Most businesses try to fix the wrong thing first. Not because they make bad decisions, but because they solve for what is visible instead of what is foundational.
The situation
A consumer-products company, about ฿75M, decided its problem was sales and invested heavily in a bigger sales team. Six months later revenue was up modestly and profit was flat. They had sold more of a product whose margin could not carry the cost of selling it. The sales investment was real. It was just second in line.
How I read it
When something is broken, the visible problem is rarely the first thing to fix. If the basic math of the business is not right, better sales will not solve the core problem. It just grows the same problem faster, at higher cost.
So I read a business in layers, and I fix from the bottom up. The order matters more than the size of any single investment.
- 1The economicsDoes each unit, client, or job actually make money after the true cost of serving it? If not, nothing above this holds.
- 2The operationsCan the business reliably deliver what it sells, at that economic structure, without heroics?

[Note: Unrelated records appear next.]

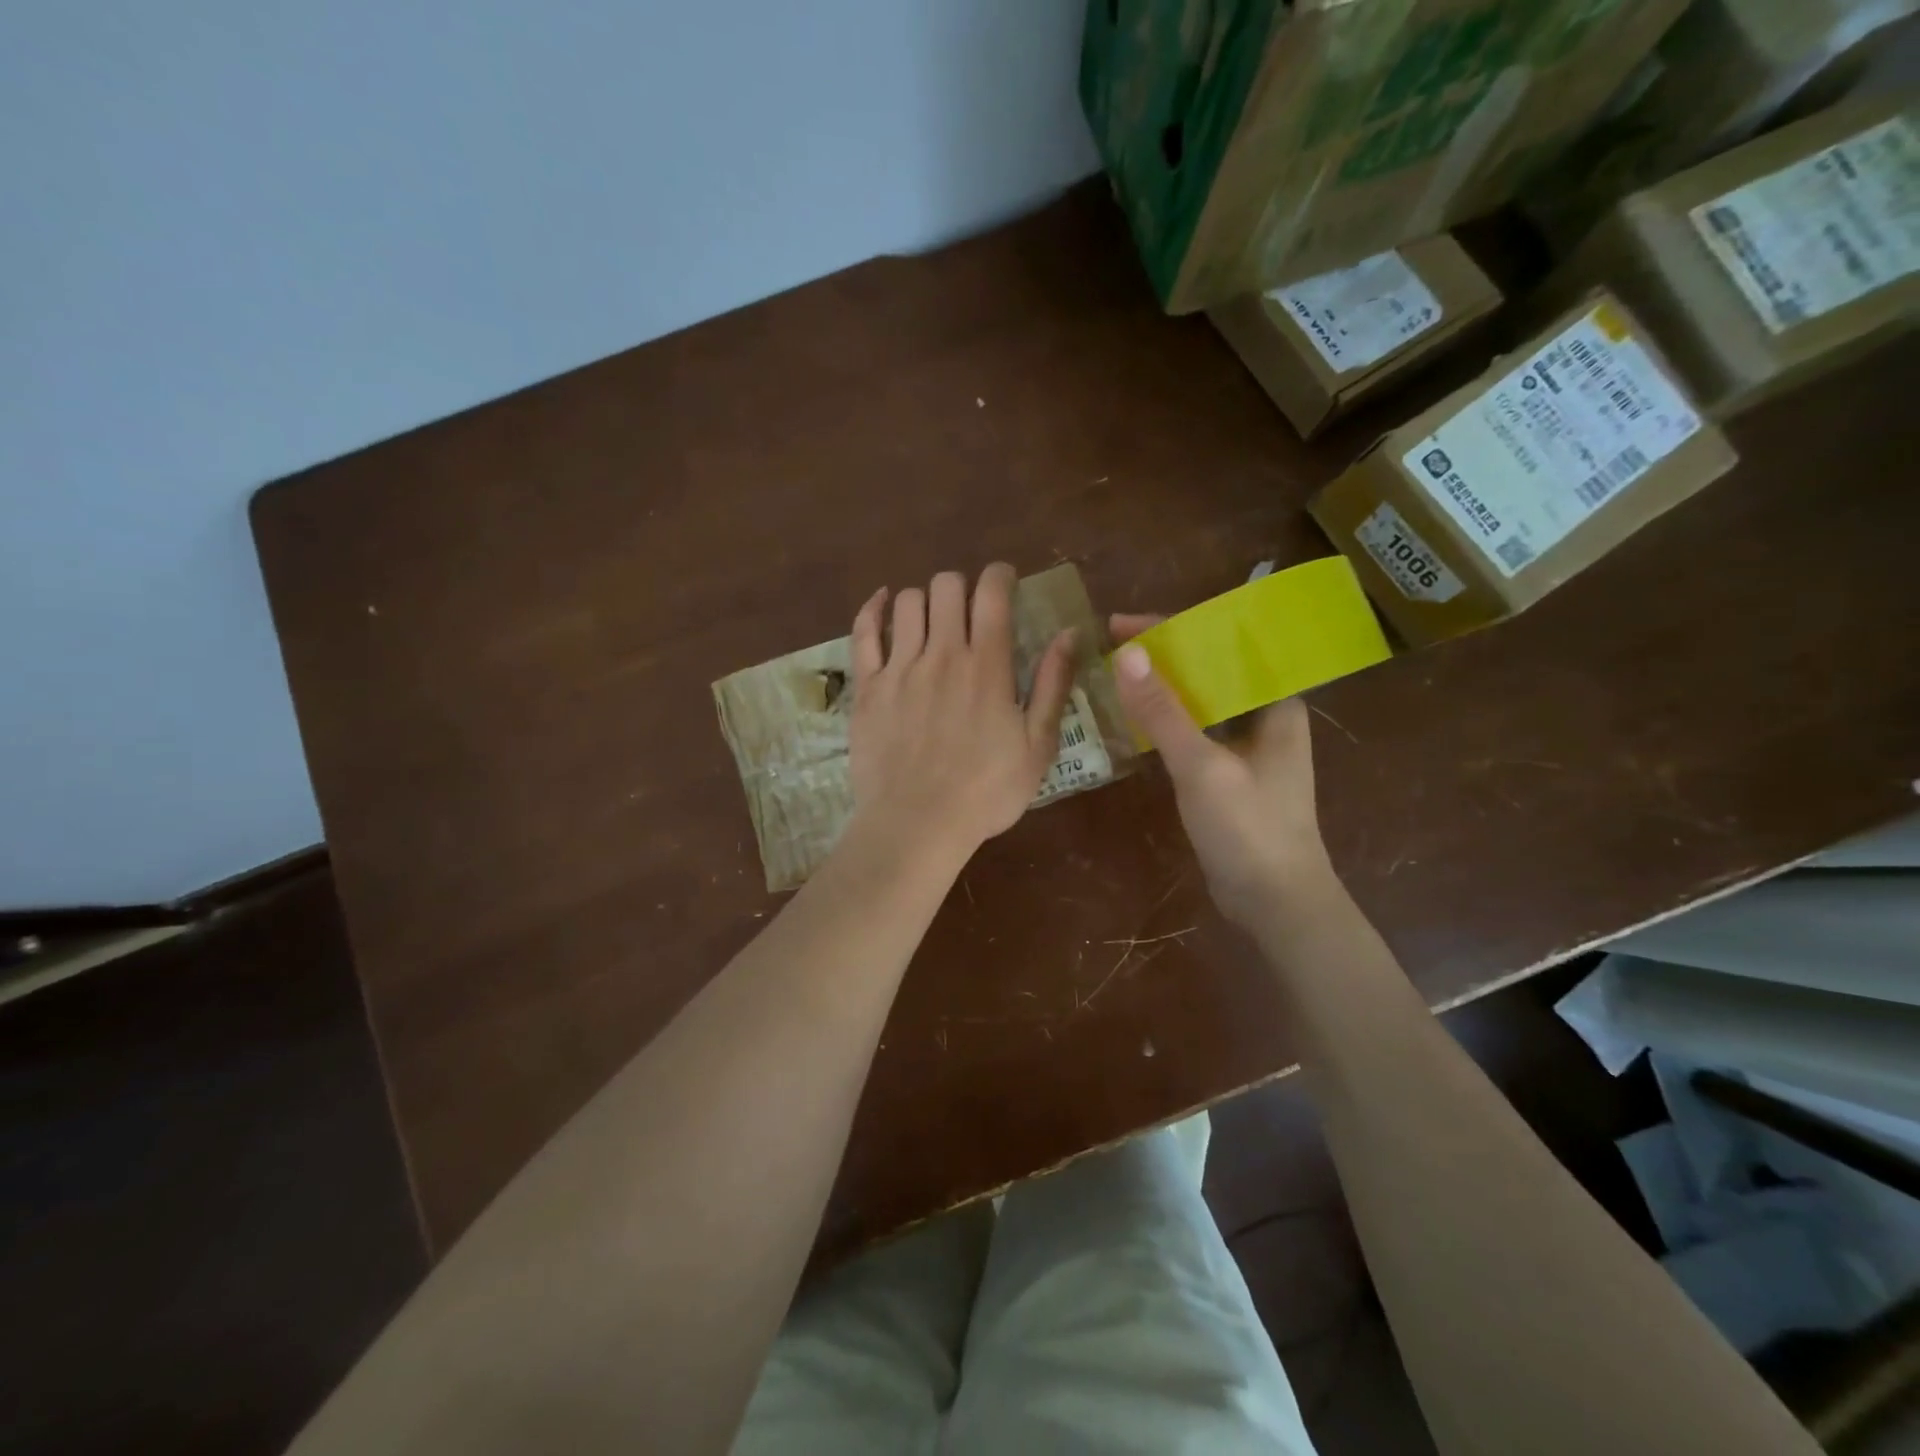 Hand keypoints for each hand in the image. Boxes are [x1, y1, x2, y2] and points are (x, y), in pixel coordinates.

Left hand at [847, 564, 1074, 861]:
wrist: (917, 825)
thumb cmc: (986, 792)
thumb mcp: (1038, 746)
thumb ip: (1054, 685)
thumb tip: (1070, 633)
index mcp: (988, 665)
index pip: (992, 592)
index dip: (1000, 575)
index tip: (1005, 583)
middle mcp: (942, 654)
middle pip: (947, 585)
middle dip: (962, 587)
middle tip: (969, 611)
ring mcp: (899, 668)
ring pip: (908, 602)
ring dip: (925, 601)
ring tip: (932, 622)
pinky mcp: (867, 687)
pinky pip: (863, 631)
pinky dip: (873, 609)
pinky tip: (883, 603)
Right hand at [1110, 613, 1332, 931]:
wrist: (1276, 903)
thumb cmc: (1249, 830)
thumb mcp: (1202, 767)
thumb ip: (1164, 711)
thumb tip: (1126, 653)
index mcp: (1274, 701)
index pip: (1222, 644)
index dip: (1170, 627)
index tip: (1119, 624)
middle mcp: (1264, 714)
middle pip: (1209, 667)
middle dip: (1161, 653)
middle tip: (1109, 646)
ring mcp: (1248, 745)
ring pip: (1199, 699)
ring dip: (1161, 685)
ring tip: (1114, 673)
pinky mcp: (1230, 771)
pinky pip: (1194, 729)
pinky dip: (1165, 719)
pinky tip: (1134, 717) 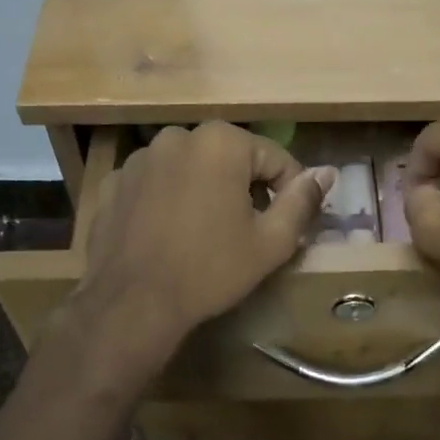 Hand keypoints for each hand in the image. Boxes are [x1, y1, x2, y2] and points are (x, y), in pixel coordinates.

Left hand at [78, 123, 333, 354]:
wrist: (132, 303)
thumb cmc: (210, 270)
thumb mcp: (271, 242)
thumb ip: (302, 201)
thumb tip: (326, 173)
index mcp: (221, 142)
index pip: (274, 158)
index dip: (288, 192)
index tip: (287, 225)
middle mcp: (177, 136)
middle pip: (229, 159)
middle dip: (243, 189)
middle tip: (246, 232)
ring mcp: (139, 158)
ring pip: (190, 169)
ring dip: (204, 191)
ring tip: (204, 235)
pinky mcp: (113, 182)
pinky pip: (155, 184)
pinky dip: (167, 201)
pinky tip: (168, 235) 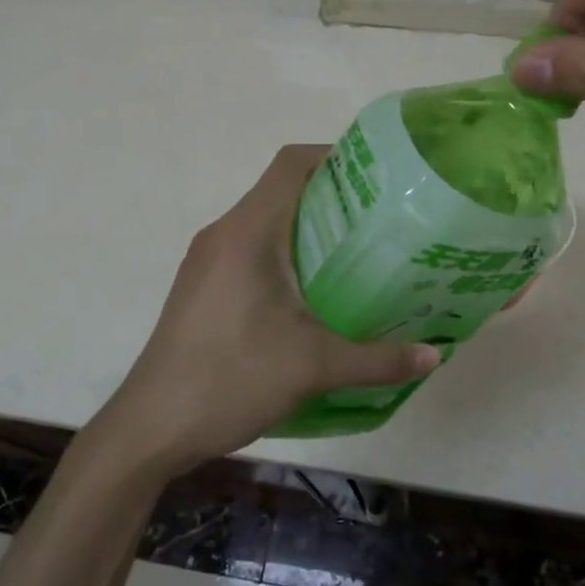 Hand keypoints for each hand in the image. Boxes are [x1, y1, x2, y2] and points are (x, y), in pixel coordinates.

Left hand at [94, 146, 437, 475]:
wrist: (149, 429)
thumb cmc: (230, 379)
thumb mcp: (313, 366)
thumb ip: (378, 359)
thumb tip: (435, 357)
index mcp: (247, 231)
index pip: (291, 164)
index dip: (336, 156)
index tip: (380, 177)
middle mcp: (224, 234)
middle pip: (282, 190)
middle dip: (333, 197)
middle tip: (384, 220)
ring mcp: (207, 261)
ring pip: (266, 222)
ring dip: (309, 228)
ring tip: (359, 254)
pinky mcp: (202, 287)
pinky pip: (251, 250)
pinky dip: (286, 254)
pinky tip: (316, 293)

- 3The growthOnly now does more sales, more marketing, more capacity convert into durable profit instead of faster loss.
The working
We went one level down before going forward. The product mix was the real issue: two lines carried the company, three quietly drained it. Once the economics were fixed, the same sales effort produced a different result.
| Sales-first | Economics-first | |
|---|---|---|
| Revenue | Up ~12% | Up ~9% |
| Gross margin | Flat | Up 6 points |
| Profit | Flat | Up materially |
| What scaled | The problem | The business |
Slightly less top-line growth, far more profit, because the growth was now landing on a foundation that could hold it. Selling more had not been wrong. It had been out of order.
The move
Going one level down usually means slowing down, which feels dangerous in a business under pressure. But the companies that sequence well are the ones that make durable progress. They find the thing that, if fixed, makes everything above it easier or unnecessary.
Solve the foundational problem before the surface one. The ordering matters more than the investment.
That is the sequencing principle. When you invest in sales, the business should already be ready to convert it. When you add operating capacity, the structure should already be there to hold it. First the level below, then the level above.